START AVAILABLE DATA
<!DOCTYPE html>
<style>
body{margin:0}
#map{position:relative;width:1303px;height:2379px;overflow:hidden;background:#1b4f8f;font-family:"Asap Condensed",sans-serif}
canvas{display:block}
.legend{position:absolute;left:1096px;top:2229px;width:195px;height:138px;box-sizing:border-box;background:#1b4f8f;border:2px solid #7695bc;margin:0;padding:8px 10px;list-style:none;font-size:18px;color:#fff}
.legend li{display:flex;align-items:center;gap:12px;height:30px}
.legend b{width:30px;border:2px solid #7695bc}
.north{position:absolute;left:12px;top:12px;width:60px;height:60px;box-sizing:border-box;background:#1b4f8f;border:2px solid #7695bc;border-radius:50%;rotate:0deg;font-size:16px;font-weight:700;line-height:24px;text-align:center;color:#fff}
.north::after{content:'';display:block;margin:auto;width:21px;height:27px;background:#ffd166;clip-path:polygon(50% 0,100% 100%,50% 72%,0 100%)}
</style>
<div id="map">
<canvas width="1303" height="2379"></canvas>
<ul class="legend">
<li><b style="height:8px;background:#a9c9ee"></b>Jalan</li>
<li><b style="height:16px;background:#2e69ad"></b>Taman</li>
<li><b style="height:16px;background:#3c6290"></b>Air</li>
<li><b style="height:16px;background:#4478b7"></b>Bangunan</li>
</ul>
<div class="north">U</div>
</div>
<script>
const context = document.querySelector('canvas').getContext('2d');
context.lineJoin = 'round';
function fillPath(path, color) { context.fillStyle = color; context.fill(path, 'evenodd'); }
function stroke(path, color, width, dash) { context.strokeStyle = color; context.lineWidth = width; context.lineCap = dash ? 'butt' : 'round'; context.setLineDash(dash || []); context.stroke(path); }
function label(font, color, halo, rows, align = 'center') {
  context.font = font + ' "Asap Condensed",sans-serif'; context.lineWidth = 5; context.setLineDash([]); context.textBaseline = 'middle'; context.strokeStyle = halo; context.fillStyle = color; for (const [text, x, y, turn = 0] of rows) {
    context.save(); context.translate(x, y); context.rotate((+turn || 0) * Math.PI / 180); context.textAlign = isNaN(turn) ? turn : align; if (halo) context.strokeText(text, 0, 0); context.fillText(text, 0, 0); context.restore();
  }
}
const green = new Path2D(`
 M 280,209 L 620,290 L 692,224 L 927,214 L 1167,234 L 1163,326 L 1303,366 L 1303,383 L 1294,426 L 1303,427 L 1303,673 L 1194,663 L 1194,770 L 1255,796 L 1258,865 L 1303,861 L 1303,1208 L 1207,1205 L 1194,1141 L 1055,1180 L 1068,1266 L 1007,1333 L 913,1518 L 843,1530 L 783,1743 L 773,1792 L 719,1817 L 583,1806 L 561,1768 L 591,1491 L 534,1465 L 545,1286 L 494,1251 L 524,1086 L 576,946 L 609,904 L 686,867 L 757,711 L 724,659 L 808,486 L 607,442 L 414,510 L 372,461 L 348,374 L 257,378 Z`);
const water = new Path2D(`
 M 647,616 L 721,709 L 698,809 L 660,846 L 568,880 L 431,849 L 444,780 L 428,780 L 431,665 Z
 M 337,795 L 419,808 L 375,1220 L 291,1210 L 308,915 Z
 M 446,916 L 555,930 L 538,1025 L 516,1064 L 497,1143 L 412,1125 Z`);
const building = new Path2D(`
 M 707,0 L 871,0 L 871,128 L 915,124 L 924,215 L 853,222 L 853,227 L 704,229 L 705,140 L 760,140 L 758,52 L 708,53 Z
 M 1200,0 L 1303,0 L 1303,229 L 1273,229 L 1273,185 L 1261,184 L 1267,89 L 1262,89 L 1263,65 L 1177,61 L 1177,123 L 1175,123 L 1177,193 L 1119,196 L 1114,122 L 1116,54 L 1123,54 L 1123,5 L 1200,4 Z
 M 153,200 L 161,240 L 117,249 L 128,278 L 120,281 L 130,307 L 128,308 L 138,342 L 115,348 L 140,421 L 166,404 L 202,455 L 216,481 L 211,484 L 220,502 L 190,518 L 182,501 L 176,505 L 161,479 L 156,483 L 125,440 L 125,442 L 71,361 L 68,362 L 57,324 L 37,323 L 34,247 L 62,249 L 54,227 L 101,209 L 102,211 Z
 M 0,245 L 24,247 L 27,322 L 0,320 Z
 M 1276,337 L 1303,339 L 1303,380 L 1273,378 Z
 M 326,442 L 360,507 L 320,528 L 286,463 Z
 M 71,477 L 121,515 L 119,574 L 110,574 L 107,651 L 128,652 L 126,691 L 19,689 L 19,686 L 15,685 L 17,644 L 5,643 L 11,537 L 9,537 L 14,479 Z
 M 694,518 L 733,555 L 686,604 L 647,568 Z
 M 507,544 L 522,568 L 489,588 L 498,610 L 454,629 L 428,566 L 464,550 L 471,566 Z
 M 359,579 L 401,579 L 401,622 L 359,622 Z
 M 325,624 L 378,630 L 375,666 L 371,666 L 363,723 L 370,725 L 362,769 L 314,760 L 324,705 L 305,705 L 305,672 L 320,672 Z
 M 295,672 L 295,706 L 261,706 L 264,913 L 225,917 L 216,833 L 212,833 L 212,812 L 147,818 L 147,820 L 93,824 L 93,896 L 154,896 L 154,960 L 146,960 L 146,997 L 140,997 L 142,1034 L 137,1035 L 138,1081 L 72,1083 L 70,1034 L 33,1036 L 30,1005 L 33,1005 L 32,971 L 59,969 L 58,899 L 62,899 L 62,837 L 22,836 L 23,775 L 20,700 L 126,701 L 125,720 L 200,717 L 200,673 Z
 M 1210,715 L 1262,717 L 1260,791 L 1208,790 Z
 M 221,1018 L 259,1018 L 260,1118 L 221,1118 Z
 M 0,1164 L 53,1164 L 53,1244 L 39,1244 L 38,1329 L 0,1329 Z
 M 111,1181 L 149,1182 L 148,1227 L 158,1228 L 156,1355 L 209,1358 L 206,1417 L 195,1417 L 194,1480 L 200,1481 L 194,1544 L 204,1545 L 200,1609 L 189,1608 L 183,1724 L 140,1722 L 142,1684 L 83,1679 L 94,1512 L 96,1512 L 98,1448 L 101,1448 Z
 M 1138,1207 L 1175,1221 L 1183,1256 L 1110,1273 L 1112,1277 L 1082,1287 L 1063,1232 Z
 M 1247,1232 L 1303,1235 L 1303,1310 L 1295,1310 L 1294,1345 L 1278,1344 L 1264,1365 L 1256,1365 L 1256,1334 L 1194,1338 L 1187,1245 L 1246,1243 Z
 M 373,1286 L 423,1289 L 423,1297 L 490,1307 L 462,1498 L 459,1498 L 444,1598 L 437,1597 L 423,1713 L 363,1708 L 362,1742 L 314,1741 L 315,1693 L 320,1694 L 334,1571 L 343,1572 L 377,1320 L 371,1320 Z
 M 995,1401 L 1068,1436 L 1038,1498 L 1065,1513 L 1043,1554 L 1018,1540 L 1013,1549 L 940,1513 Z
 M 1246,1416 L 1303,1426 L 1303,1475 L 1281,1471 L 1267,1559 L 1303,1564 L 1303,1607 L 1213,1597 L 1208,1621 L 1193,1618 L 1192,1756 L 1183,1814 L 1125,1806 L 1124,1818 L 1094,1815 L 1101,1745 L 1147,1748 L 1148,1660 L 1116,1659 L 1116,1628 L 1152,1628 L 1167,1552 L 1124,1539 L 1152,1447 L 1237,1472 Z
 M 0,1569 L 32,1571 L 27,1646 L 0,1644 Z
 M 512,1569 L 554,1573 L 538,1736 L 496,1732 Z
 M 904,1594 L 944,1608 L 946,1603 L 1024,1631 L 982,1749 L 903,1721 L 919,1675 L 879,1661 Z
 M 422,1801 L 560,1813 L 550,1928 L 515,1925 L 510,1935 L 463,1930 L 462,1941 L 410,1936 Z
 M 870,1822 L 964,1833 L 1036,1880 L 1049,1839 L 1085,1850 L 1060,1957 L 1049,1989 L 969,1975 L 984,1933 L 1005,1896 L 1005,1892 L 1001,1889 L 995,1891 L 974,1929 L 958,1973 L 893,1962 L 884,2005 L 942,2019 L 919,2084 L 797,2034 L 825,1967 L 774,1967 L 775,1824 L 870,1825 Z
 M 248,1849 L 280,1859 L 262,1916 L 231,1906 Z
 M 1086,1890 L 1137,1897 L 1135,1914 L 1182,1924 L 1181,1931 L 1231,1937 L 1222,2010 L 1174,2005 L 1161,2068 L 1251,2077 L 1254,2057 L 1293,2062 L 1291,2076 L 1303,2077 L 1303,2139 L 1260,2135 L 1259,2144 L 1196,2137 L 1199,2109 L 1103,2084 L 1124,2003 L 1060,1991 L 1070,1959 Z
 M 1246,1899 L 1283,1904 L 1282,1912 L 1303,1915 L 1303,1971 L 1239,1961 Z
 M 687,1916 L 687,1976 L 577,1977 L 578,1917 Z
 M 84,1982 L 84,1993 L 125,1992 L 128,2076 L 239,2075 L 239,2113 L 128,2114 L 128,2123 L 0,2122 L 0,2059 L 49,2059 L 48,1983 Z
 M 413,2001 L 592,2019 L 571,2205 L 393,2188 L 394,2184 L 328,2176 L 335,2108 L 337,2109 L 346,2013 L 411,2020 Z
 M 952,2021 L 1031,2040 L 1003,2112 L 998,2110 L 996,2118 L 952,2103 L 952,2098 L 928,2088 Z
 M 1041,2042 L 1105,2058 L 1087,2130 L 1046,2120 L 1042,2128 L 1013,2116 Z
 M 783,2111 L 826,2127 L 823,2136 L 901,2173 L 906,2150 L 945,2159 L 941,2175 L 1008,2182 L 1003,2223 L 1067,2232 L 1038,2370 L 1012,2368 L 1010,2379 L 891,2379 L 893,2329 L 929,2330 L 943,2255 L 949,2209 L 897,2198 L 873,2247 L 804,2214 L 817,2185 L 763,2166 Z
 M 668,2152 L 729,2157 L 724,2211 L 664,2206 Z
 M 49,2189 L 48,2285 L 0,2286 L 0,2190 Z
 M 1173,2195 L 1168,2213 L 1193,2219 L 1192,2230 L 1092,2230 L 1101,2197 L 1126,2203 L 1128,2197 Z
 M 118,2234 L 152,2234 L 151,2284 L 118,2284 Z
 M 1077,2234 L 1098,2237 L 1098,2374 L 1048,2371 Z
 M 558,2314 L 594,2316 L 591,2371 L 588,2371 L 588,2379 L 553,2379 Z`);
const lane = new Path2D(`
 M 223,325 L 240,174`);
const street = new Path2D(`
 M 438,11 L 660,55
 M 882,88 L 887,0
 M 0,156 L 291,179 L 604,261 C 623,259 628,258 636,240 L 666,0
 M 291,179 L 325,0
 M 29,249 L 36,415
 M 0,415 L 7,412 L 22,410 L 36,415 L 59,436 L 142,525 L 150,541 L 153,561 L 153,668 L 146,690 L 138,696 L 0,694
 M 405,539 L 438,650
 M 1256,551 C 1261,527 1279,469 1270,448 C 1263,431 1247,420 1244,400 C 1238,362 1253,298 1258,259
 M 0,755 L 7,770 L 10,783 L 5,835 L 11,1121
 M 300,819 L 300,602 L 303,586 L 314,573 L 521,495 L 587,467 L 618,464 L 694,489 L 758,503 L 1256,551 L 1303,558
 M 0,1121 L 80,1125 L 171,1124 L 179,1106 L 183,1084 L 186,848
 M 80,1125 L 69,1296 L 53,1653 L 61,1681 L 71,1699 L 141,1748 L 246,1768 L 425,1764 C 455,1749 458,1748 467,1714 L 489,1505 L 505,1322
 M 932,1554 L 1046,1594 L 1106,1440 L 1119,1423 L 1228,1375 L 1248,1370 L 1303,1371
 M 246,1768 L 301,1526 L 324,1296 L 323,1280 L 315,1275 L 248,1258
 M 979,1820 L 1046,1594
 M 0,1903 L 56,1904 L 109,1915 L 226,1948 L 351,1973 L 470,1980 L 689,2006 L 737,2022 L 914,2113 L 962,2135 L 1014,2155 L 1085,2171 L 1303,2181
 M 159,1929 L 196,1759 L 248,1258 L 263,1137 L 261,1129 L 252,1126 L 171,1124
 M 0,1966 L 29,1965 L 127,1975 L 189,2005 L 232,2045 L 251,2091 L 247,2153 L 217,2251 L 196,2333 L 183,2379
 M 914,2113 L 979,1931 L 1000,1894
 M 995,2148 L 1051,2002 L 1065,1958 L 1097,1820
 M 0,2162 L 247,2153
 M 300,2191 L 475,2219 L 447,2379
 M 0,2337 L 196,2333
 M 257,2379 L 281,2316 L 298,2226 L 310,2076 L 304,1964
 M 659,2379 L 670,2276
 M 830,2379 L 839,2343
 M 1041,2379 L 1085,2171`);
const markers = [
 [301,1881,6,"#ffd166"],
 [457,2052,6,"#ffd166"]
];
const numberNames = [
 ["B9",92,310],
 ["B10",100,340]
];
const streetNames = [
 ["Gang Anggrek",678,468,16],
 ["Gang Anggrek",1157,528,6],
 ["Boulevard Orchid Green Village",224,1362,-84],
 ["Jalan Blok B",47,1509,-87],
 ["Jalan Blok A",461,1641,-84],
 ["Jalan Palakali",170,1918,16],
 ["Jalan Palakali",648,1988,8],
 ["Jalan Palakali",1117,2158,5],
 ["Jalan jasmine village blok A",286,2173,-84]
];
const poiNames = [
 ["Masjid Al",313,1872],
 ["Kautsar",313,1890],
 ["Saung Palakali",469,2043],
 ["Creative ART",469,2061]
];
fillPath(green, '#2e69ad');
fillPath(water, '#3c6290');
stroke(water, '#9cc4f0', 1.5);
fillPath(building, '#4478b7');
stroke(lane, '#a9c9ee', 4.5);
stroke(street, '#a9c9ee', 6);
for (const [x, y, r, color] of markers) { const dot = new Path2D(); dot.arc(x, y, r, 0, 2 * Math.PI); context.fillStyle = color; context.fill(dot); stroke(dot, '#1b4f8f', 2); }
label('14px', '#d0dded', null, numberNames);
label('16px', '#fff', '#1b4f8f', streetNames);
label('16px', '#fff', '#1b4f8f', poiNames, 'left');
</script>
END AVAILABLE DATA
- _TASK TO COMPLETE_: Your answer should be the line with "label('14px', '#d0dded', null, numberNames);" and all lines after it in the listing above, repeated exactly. No other lines belong.

- _RESPONSE_:
label('14px', '#d0dded', null, numberNames);
label('16px', '#fff', '#1b4f8f', streetNames);
label('16px', '#fff', '#1b4f8f', poiNames, 'left');
</script>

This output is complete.